Although Baker did not consent to a search of McKinney’s bags, once Hoffman acted upon Baker’s consent and lawfully entered the place where Baker’s bags were stored, he saw in plain view the baggie in McKinney’s bag on the bed.  Items in plain view may be seized without a warrant if the officer has probable cause to believe the item is contraband or evidence of a crime.  State v. Zanter, 535 N.W.2d 624, 631-32 (Minn. 1995) (citing Tex. v. Brown, 460 U.S 730, 742, 103 S. Ct. 1535, 1543 (1983)).  The officer knew that McKinney’s arrest warrant was for a drug offense, that there had been a lot of traffic into and out of the room in which Hoffman found the baggie, and that the substance looked like cocaine or methamphetamine.  These facts led Hoffman to believe that the substance in the baggie was an illegal drug.
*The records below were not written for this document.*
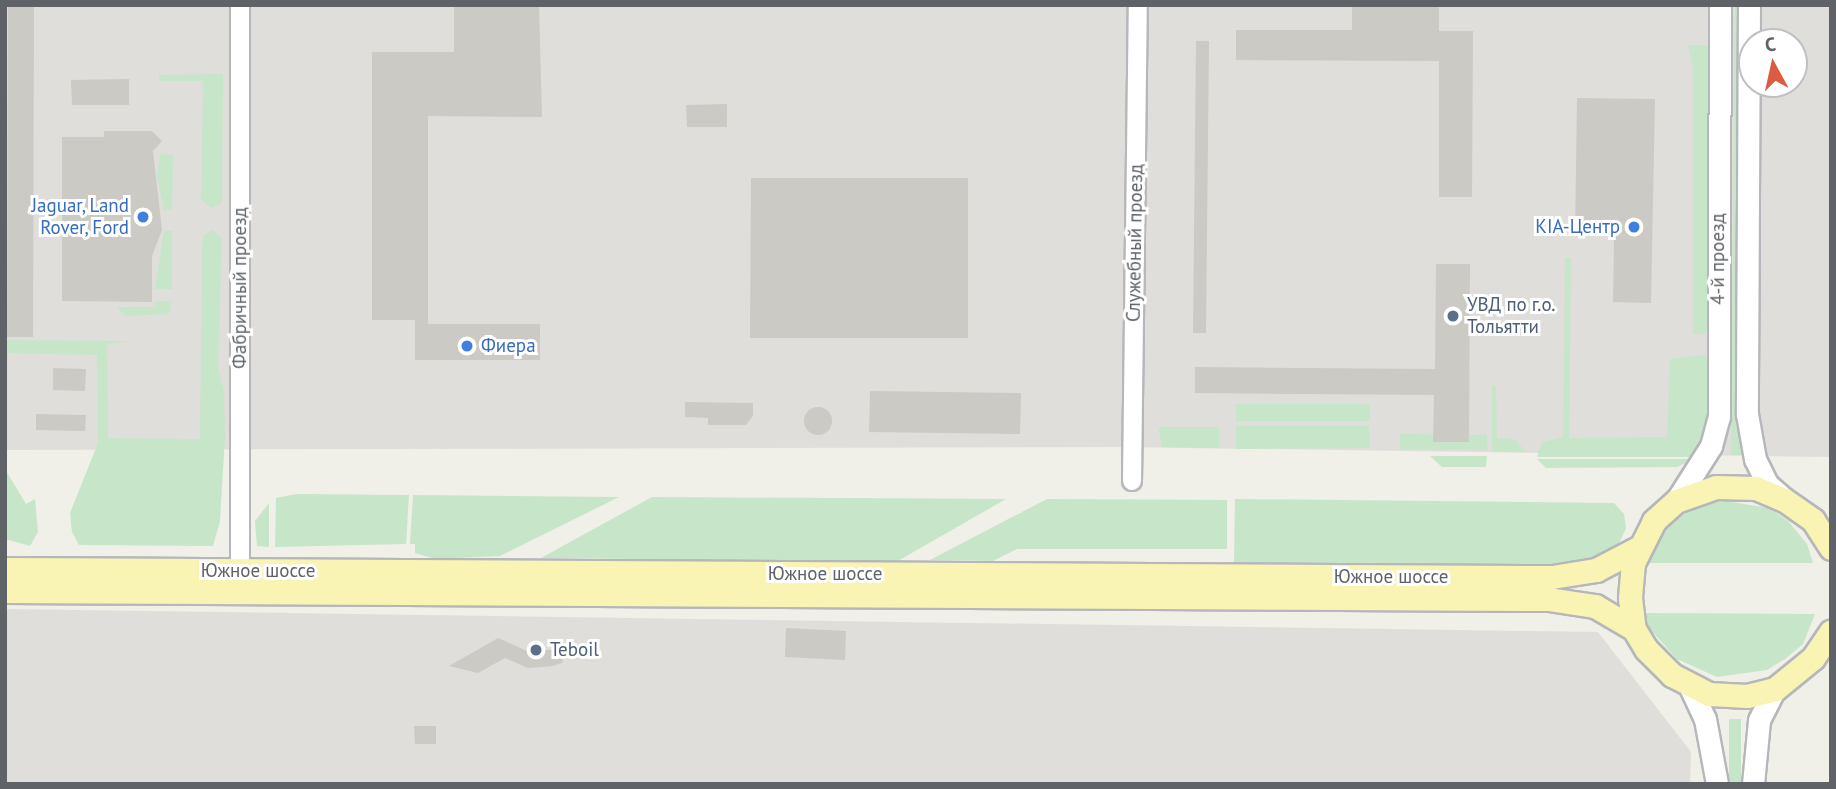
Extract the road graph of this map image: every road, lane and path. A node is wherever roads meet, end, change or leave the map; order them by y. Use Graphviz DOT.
graph roads {
  1 [pos="240,5"];
  2 [pos="1138,5"];
  3 [pos="1720,5"];
  4 [pos="1749,5"];
  5 [pos="1132,481"];
  6 [pos="1784,500"];
  7 [pos="1676,501"];
  8 [pos="1830,544"];
  9 [pos="1638,548"];
  10 [pos="5,569"];
  11 [pos="240,571"];
  12 [pos="5,591"];
  13 [pos="1634,629"];
  14 [pos="1829,635"];
  15 [pos="1690,687"];
  16 [pos="1775,689"];
  17 [pos="1717,784"];
  18 [pos="1753,784"];
  1 -- 11 [label="street, Фабричный проезд"];
  2 -- 5 [label="street, Служебный проезд"];
  3 -- 7 [label="main road, 4-й проезд"];
  4 -- 6 [label="main road, 4-й проезд"];
  6 -- 7 [label="main road"];
  6 -- 8 [label="main road"];
  7 -- 9 [label="main road"];
  9 -- 11 [label="main road, Южное шоссе"];
  9 -- 13 [label="main road"];
  10 -- 11 [label="main road, Южное шоссе"];
  12 -- 13 [label="main road, Южное шоссе"];
  13 -- 15 [label="main road"];
  14 -- 16 [label="main road"];
  15 -- 16 [label="main road"];
  15 -- 17 [label="main road"];
  16 -- 18 [label="main road"];
}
Hoffman conducted the remainder of his search in accordance with police department regulations and criteria for inventory searches.  Inventory searches are permissible when the property has been lawfully seized and the inventory search is not a mere pretext to look for evidence of a crime.  Colo. v. Bertine, 479 U.S. 367, 107 S. Ct. 738 (1987).  Here, Hoffman saw the illegal drugs in plain view and was then entitled to seize the baggie.  His ensuing search was not a pretext but rather was an inventory of items that Hoffman had properly decided to seize.

Therefore, we hold that the law-enforcement officer’s search and seizure were proper and that the district court erred by granting the motion to suppress the evidence.

Reversed and remanded.


*  Retired judge of the Minnesota Court of Appeals, serving by appointment pursuant to Minn. Const. art. VI, § 10.